Enhancing Resilience for IoE: A Perspective of Networking-Level Safeguard
Guan-Yan Yang, Jui-Ning Chen, Farn Wang, Kuo-Hui Yeh
TL;DR
IoE networks face advanced adversarial threats that exploit ML components and static graph assumptions. The paper advances a Graph Structure Learning (GSL) based networking-level safeguard that jointly optimizes graph topology and node representations, formalized via a unified objective $ \min_{\mathbf{S}, \mathbf{\Theta}} \mathcal{L}_{task}(\mathbf{S}, \mathbf{X}; \mathbf{\Theta}) + \alpha \mathcal{R}_{struct}(\mathbf{S}, \mathbf{X}) + \beta \mathcal{R}_{feat}(\mathbf{S})$. It presents a conceptual framework and a practical pipeline, integrating data acquisition, dynamic graph construction, and threat detection, validated through a case study on ToN_IoT showing GSL-based methods outperform baselines under adversarial perturbations.

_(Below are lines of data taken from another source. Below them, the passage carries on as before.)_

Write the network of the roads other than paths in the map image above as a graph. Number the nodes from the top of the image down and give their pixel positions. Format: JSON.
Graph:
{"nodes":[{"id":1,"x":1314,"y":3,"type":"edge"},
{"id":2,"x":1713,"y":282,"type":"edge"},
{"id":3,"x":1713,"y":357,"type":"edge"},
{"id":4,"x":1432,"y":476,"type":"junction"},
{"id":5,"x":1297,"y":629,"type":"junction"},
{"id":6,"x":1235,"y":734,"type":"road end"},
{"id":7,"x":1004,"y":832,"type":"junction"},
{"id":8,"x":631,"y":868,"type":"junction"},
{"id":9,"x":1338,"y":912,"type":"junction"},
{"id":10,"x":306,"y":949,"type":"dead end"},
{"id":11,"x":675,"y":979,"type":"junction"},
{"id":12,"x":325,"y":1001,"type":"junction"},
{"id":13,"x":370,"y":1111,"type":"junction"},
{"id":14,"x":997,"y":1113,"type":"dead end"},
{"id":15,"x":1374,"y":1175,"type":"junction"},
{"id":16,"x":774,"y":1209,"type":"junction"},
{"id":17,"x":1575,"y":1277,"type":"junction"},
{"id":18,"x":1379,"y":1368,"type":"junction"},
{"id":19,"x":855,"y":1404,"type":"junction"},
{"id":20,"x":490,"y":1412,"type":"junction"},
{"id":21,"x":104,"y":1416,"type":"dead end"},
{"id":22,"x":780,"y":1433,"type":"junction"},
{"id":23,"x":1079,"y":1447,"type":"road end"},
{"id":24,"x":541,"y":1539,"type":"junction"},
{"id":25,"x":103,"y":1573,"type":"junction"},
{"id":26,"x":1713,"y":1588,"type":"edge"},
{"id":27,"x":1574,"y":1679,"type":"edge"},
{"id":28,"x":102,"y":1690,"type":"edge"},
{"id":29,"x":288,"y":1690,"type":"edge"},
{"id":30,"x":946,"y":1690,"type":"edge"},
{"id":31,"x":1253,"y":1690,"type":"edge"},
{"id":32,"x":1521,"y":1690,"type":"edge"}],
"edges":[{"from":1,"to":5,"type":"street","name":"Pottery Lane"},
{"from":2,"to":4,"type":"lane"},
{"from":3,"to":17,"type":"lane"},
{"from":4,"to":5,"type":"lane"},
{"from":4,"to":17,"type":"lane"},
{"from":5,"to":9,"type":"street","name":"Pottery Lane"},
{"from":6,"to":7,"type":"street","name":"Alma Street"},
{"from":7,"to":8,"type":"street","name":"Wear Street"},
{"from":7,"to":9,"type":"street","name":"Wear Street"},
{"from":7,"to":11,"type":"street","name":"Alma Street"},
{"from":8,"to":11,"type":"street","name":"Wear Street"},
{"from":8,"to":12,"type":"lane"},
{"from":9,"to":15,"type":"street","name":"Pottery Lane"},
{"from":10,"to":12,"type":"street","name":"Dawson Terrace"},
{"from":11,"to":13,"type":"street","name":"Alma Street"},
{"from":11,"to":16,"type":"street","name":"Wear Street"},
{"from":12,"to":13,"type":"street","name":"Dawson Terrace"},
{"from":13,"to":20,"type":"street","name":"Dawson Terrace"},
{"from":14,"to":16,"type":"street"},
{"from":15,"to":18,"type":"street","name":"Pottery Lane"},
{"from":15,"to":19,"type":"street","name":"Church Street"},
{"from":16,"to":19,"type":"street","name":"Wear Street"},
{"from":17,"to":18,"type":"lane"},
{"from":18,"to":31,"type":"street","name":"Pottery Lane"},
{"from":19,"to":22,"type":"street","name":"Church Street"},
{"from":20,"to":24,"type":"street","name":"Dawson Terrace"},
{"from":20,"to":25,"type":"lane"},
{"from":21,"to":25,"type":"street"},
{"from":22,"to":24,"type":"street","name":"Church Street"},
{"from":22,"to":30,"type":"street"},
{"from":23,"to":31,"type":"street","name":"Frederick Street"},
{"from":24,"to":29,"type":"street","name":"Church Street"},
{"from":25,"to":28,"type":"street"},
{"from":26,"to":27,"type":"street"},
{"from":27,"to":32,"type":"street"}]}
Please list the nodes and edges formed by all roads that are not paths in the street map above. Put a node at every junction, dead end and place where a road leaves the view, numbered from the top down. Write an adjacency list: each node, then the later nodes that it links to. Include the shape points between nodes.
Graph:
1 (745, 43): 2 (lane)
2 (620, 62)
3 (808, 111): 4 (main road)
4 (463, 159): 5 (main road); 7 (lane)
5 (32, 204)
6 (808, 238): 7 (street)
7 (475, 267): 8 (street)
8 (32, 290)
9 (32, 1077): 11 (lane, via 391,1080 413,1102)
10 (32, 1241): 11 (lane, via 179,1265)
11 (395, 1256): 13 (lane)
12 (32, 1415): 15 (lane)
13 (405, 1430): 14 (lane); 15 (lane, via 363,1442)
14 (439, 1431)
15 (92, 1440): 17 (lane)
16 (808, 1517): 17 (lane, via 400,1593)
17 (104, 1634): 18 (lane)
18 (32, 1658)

The results indicate that co-optimizing topology and representations yields superior robustness against poisoning and evasion attacks, supporting resilient IoE deployments. The work highlights open challenges in scalability, real-time performance, integration with legacy systems, and privacy, outlining a path toward secure, adaptable IoE infrastructures.
Abstract
The Internet of Energy (IoE) integrates IoT-driven digital communication with power grids to enable efficient and sustainable energy systems. Still, its interconnectivity exposes critical infrastructure to sophisticated cyber threats, including adversarial attacks designed to bypass traditional safeguards. Unlike general IoT risks, IoE threats have heightened public safety consequences, demanding resilient solutions. From the networking-level safeguard perspective, we propose a Graph Structure Learning (GSL)-based safeguards framework that jointly optimizes graph topology and node representations to resist adversarial network model manipulation inherently. Through a conceptual overview, architectural discussion, and case study on a security dataset, we demonstrate GSL's superior robustness over representative methods, offering practitioners a viable path to secure IoE networks against evolving attacks. This work highlights the potential of GSL to enhance the resilience and reliability of future IoE networks for practitioners managing critical infrastructure. Lastly, we identify key open challenges and propose future research directions in this novel research area.